Faith healing

Public Interest, Spring, 2004 by Joseph Loconte

Equally important, at least 79 percent of Teen Challenge respondents were involved in small, church-based groups. About two-thirds of them attended several times per month, as compared to about 50 percent of the comparison group that attended Alcoholics Anonymous meetings. Finally, about 90 percent were employed full-time one to two years after treatment, compared to 36 percent of secular program graduates. "Cures can be expected," concludes Bicknese. "Revolving-door treatment need not be a way of life. Productive participation in society by former addicts is not unrealistic or utopian."

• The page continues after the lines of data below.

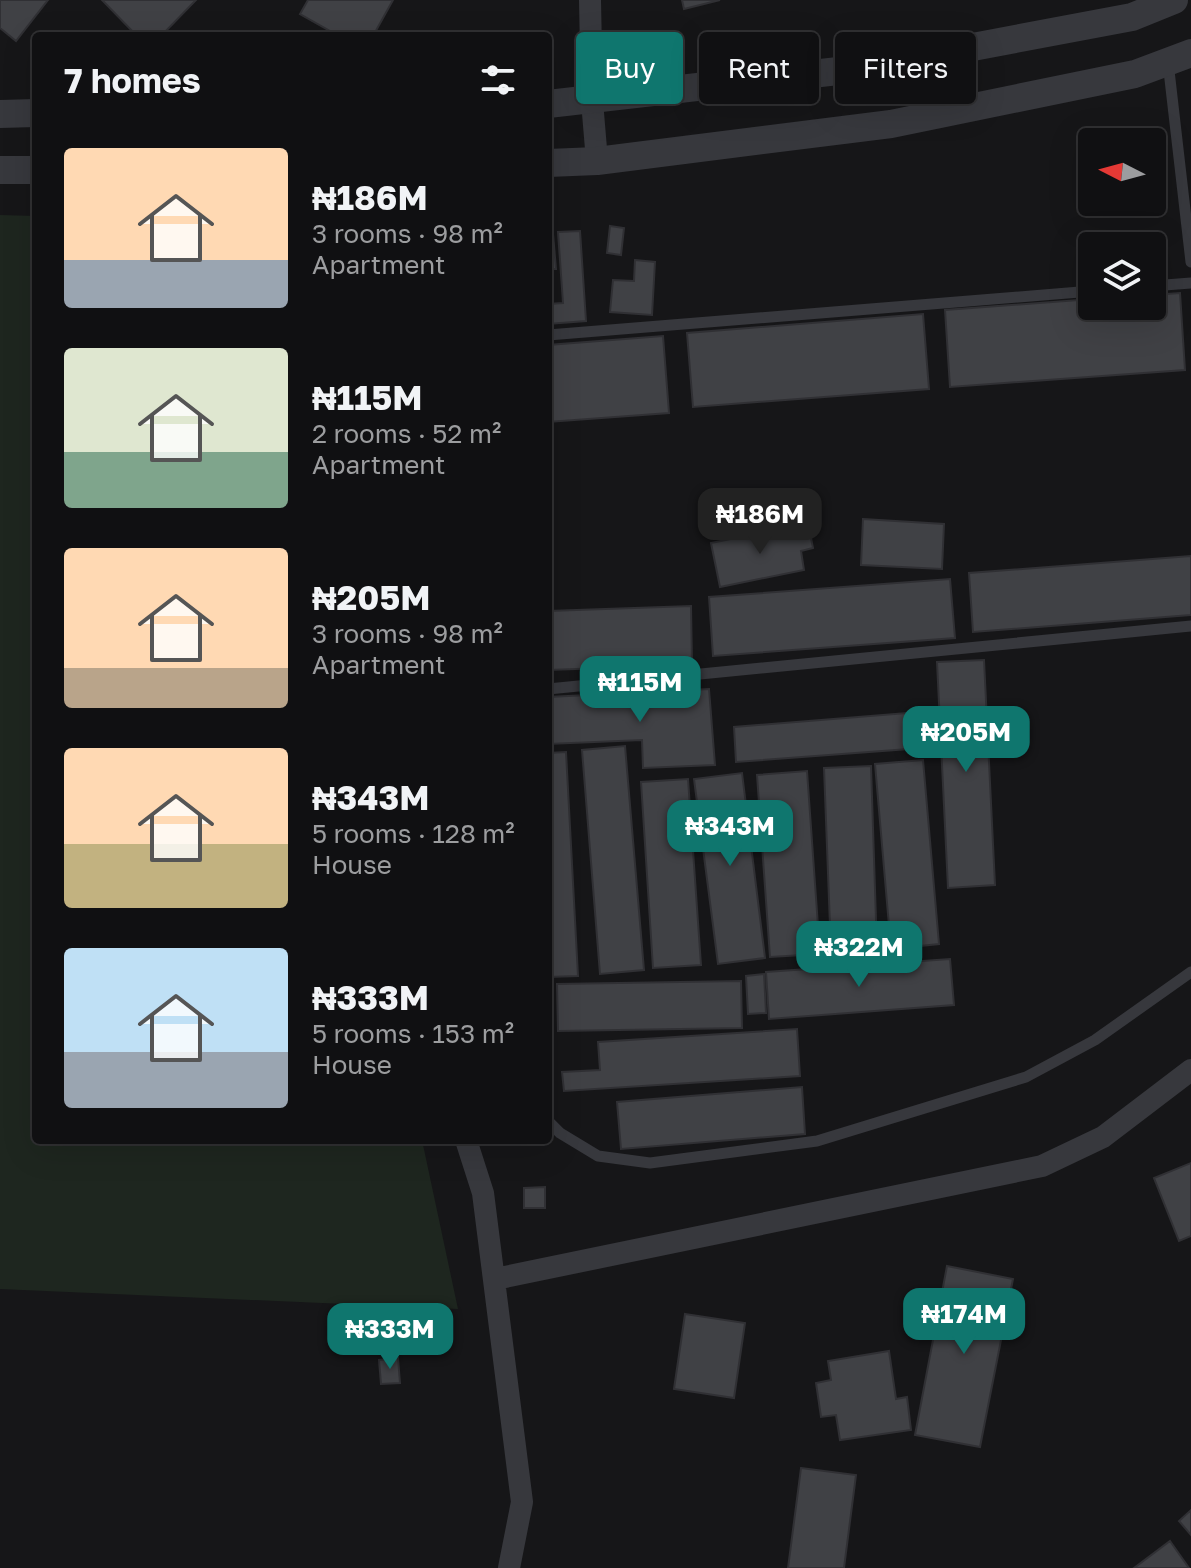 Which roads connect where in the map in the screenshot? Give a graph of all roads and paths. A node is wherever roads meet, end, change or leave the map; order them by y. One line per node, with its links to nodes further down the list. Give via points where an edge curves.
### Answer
1 (590, 0): 3 (street)
2 (1174, 0): 5 (street, via 1132,17 856,69)
3 (591, 32)
4 (1179, 58): 11 (street, via 1135,74 891,124); 15 (lane)
5 (683, 90)
6 (576, 102): 7 (street)
7 (552, 104)
8 (592, 104): 11 (street)
9 (32, 113): 10 (street)
10 (0, 114)
11 (597, 161): 12 (street)
12 (552, 163)
13 (0, 170): 14 (street)
14 (32, 170)
15 (1191, 262)
16 (1191, 283): 17 (lane)
17 (1166, 285)
18 (1078, 292): 19 (lane)
19 (552, 335)
20 (1191, 626): 21 (lane)
21 (552, 689)
22 (1191, 972): 24 (lane, via 1095,1040 1026,1077 817,1141 650,1163 598,1156)
23 (1191, 1070): 26 (street, via 1103,1137 1042,1166)
24 (552, 1125)
25 (467, 1144): 26 (street, via 483,1193)
26 (495, 1279): 27 (street, via 522,1502)
27 (509, 1568)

The politics of conversion

President Bush has stated that "the goal of these faith-based groups is not just to provide services; it is to change lives." This and other such candid statements have incited a hailstorm of reproach. To many critics, the idea of faith as therapy sounds facile, or even dangerous. Fears arise that clients will be coerced into treatment. "We've worked so long and hard to combat the stigma that substance abuse and delinquency and mental health are a symptom of a breakdown of morality, and to convince people they are an illness," a spokesman for the National Association of Drug and Alcohol Counselors told the Washington Post in 2000. "This would roll us back 60 years, right back to when people thought you were an alcoholic merely because you didn't accept Jesus as your personal savior."

Despite such lamentations, the influence of groups like Prison Fellowship and Teen Challenge seems likely to grow. Under the 1996 federal Charitable Choice law, religious charities can use federal money for their work and still control the "definition, development, practice and expression" of their religious mission. No public funds can be spent on sectarian worship, instruction, or evangelism. But the law allows for these activities in services funded directly by government (via grants and contracts), as long as they are paid for privately, offered voluntarily, and separated from the secular aspects of the program.

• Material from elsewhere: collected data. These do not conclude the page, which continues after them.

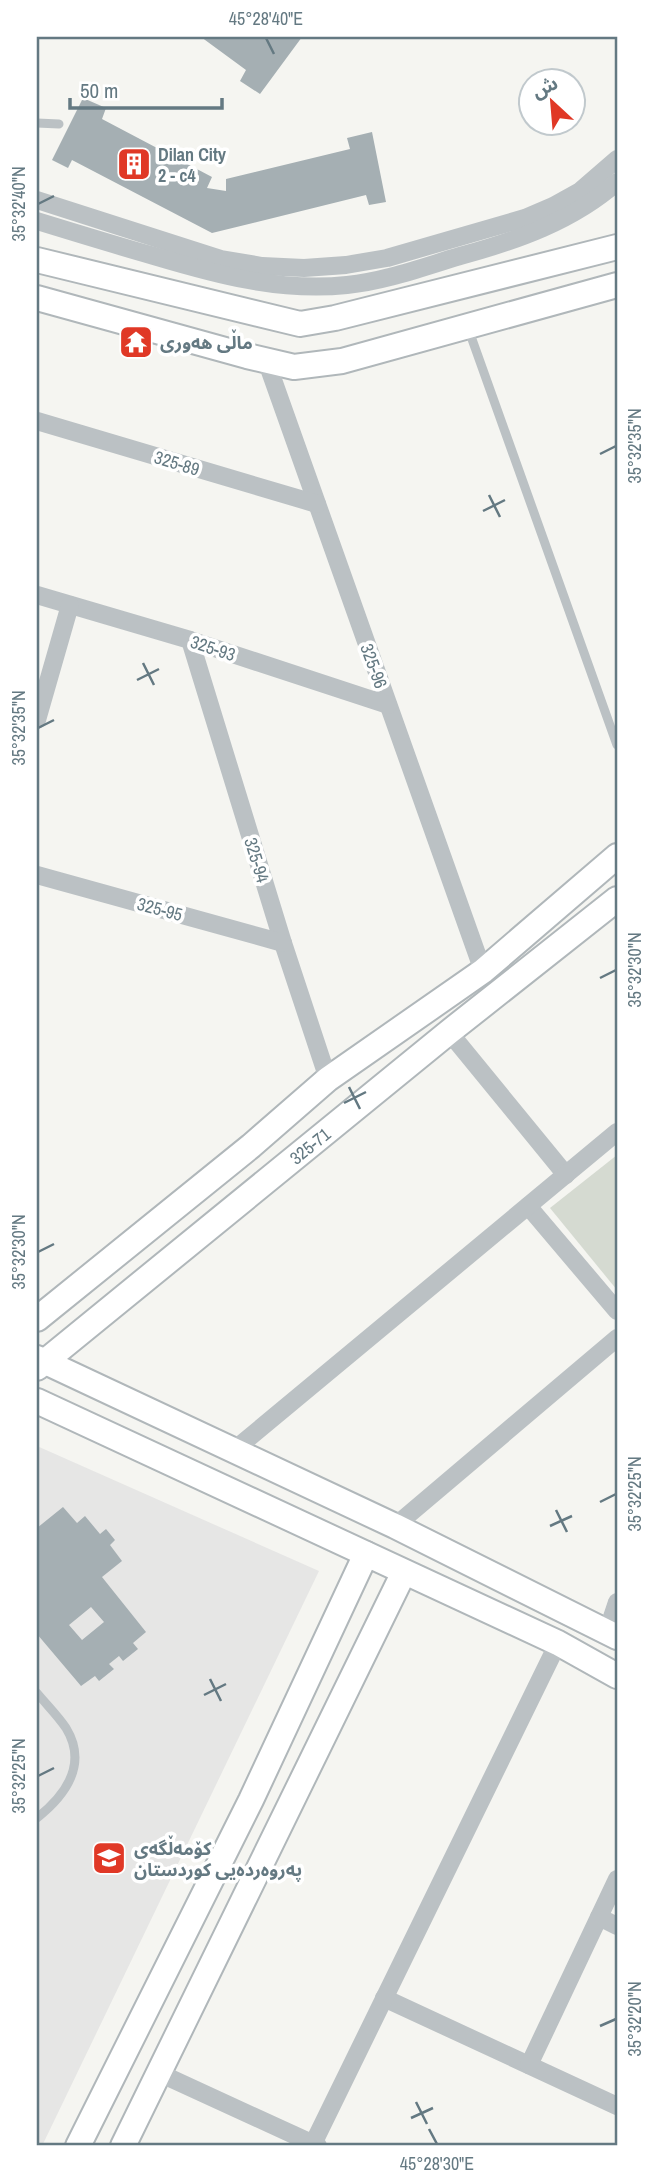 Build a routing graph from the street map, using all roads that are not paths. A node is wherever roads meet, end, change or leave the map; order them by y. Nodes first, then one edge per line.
1 (59, 124) dead end
2 (40, 125) edge
3 (617, 159) edge
4 (617, 182) edge
5 (37, 200) edge
6 (37, 221) edge
7 (528, 226) junction
8 (617, 247) edge
9 (37, 260) edge
10 (617, 285) edge
11 (37, 298) edge
12 (467, 326) junction
13 (266, 360) junction
14 (37, 421) edge
15 (317, 504) junction
16 (37, 595) edge
17 (70, 605) junction
18 (190, 640) junction
19 (388, 705) junction
20 (37, 720) edge
21 (617, 745) edge
22 (617, 856) edge
23 (37, 876) edge
24 (617, 899) edge
25 (283, 943) junction
26 (483, 971) junction
27 (449, 1032) junction
28 (328, 1079) junction
29 (617, 1132) edge
30 (566, 1175) junction
31 (528, 1206) junction
32 (617, 1311) edge
33 (37, 1319) edge
34 (617, 1338) edge
35 (39, 1363) edge
36 (37, 1401) edge
37 (233, 1451) junction
38 (395, 1526) junction
39 (366, 1555) junction
40 (404, 1572) junction
41 (617, 1602) edge
42 (612, 1634) edge
43 (558, 1643) junction
44 (617, 1676) edge
45 (37, 1693) edge
46 (37, 1818) edge
47 (617, 1879) edge
48 (599, 1917) junction
49 (617, 1926) edge
50 (384, 1998) junction
51 (529, 2065) junction
52 (159, 2073) junction
53 (617, 2106) edge
54 (315, 2145) edge
55 (78, 2146) edge
56 (123, 2146) edge

1 - 2 lane
3 - 7 street
4 - 7 street
5 - 7 street
6 - 7 street
8 - 9 street
10 - 12 street
11 - 13 street
12 - 13 street
12 - 21 lane
13 - 15 street, 325-96
14 - 15 street, 325-89
15 - 19 street, 325-96
16 - 17 street, 325-93
17 - 18 street, 325-93
17 - 20 street
18 - 19 street, 325-93
18 - 25 street, 325-94
19 - 26 street, 325-96
22 - 26 street
23 - 25 street, 325-95
24 - 27 street, 325-71
25 - 28 street, 325-94
26 - 28 street
27 - 30 street
27 - 35 street, 325-71
28 - 33 street
29 - 30 street
30 - 31 street
31 - 32 street
31 - 37 street
34 - 38 street
35 - 37 street
36 - 39 street
37 - 38 street
38 - 42 street
39 - 40 street
39 - 55 street
40 - 43 street
40 - 52 street
41 - 42 street
43 - 44 street
43 - 50 street
45 - 46 lane
47 - 48 street
48 - 49 street
48 - 51 street
50 - 51 street
50 - 54 street
51 - 53 street
52 - 54 street
52 - 56 street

President Bush's Access to Recovery plan, still being debated in Congress, could free millions of additional dollars of federal money for drug-treatment groups like Teen Challenge. The plan authorizes states to provide addicts with vouchers to pay for help at any certified treatment center--secular or religious. There is no doubt about the need: A few years ago, the United Methodist Baltimore-Washington Conference sought $6 million in federal and state grants to set up 19 treatment facilities. But the initiative has gone nowhere, even as the region's drug problem has deepened.

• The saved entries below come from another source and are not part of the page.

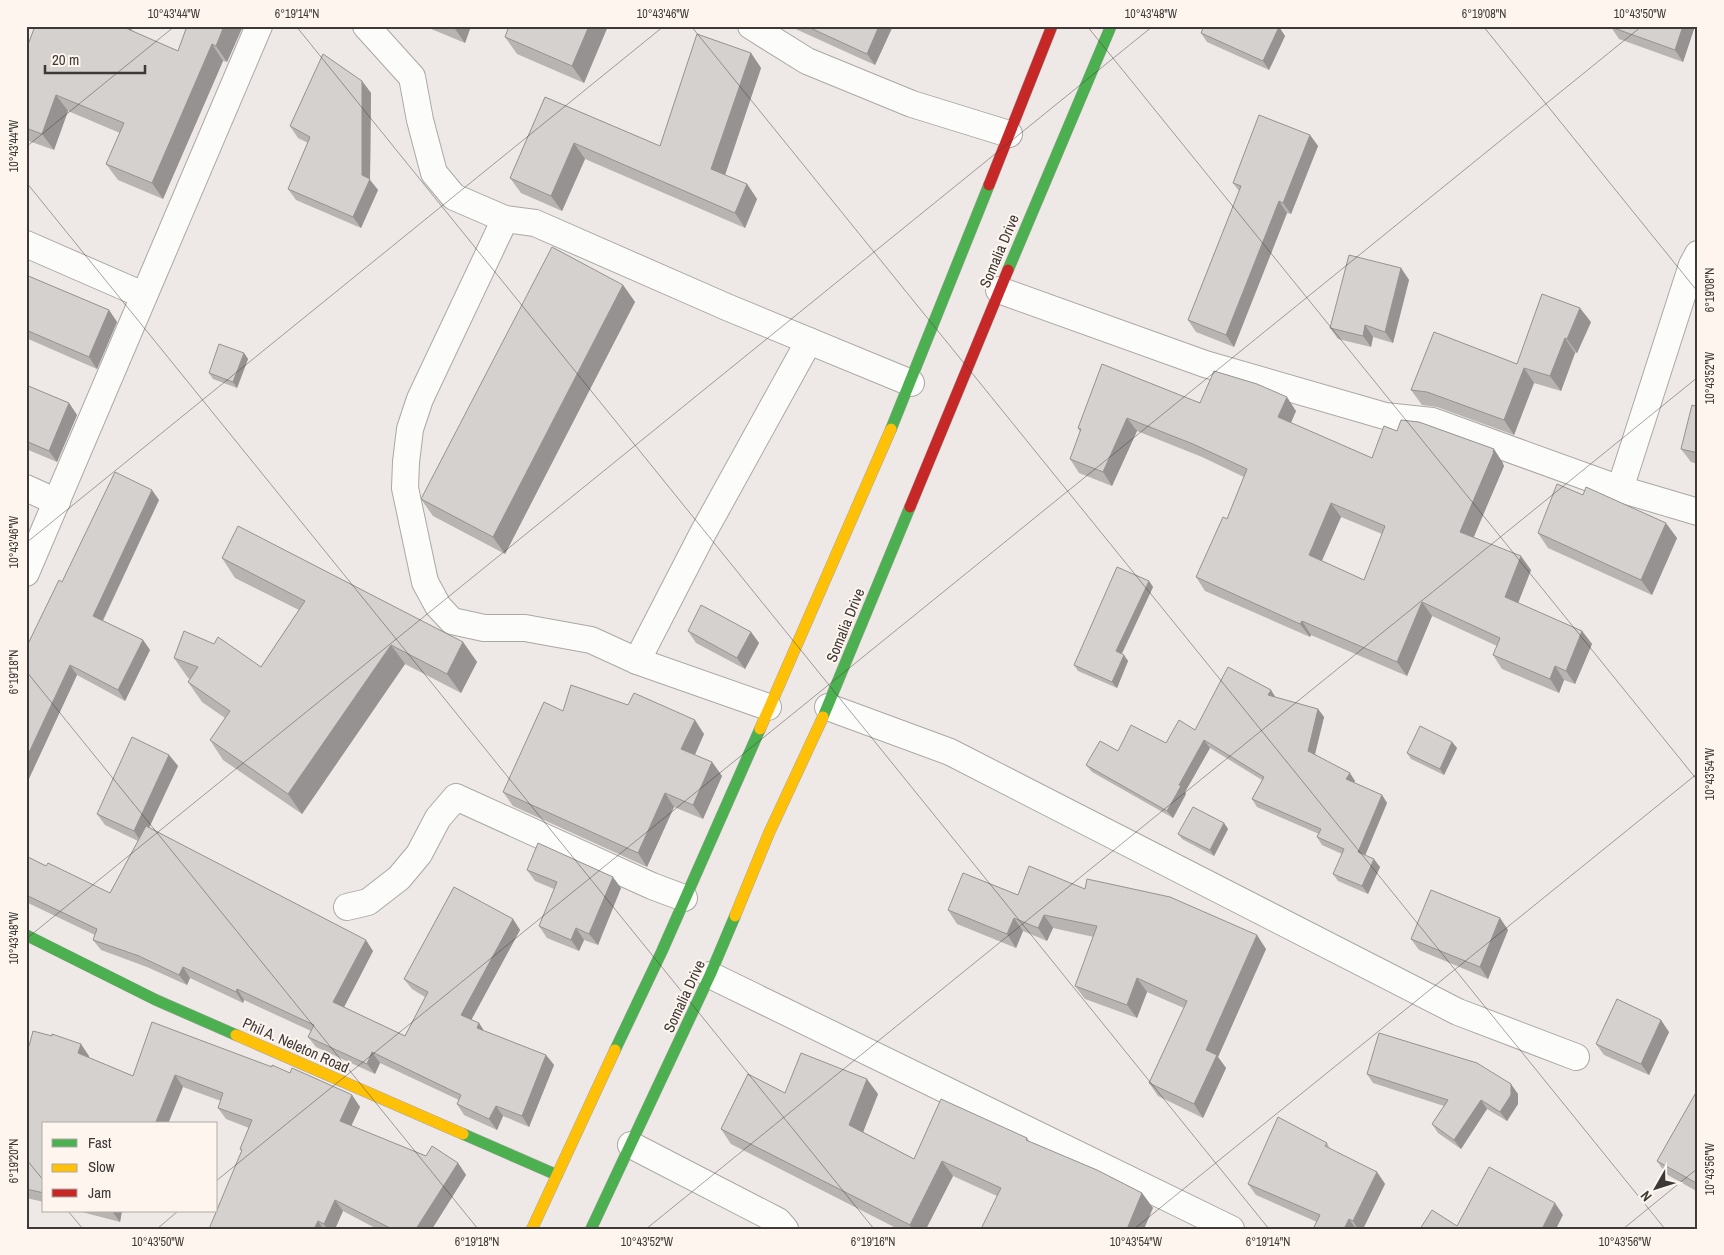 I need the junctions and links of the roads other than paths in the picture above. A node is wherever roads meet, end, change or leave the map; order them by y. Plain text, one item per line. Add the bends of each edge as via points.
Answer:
1 (259, 26) edge
2 (366, 26) edge
3 (751, 26) edge
4 (1052, 26) edge
5 (1111, 26) edge
6 (1009, 134) junction
7 (505, 219) junction
8 (26, 244) edge
9 (1698, 254) edge
10 (999, 290) junction
11 (144, 295) junction
12 (808, 341) junction
13 (911, 383) junction
14 (26, 488) edge
15 (1620, 489) junction
16 (57, 502) junction
17 (1698, 512) edge
18 (26, 573) edge
19 (637, 661) junction
20 (828, 706) junction
21 (768, 707) junction
22 (684, 898) junction
23 (347, 907) dead end
24 (26, 935) edge
25 (710, 976) junction
26 (1576, 1057) dead end
27 (631, 1145) junction
28 (556, 1175) junction
29 (532, 1229) edge
30 (591, 1229) edge
31 (785, 1229) edge
32 (1230, 1229) edge

1 - 11 street
2 - 7 street via 412,76 434,173 454,197
3 - 6 street via 807,61 912,104
4 - 6 main road
5 - 10 main road, Somalia Drive
6 - 13 main road
7 - 12 street via 535,223
7 - 19 street via 420,399 410,429 406,488 425,582 438,606 452,621 484,628 524,628 591,640
8 - 11 street
9 - 15 street via 1692,264
10 - 15 street via 1205,364 1385,416 1432,421
10 - 20 main road, Somalia Drive
11 - 16 street
12 - 13 street
12 - 19 street
13 - 21 main road
14 - 16 street
15 - 17 street
16 - 18 street
19 - 21 street
20 - 25 main road, Somalia Drive
20 - 26 street via 950,752 1458,1012
21 - 22 main road
22 - 23 street via 456,797 438,818 419,854 399,878 368,902
22 - 28 main road
24 - 28 main road, Phil A. Neleton Road via 156,1000
25 - 27 main road, Somalia Drive
25 - 32 street
27 - 30 main road, Somalia Drive
27 - 31 street via 778,1222
28 - 29 main road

Until now, Teen Challenge has shunned government support because of rules forbidding religious activities. (The organization accepts federal food stamps from people in its rehabilitation centers, but otherwise relies on private donations.) Reverend John Castellani, the group's executive director, thinks vouchers would be a legitimate use of public money to extend his organization's reach, however. "I could see us participating in some of it," he says.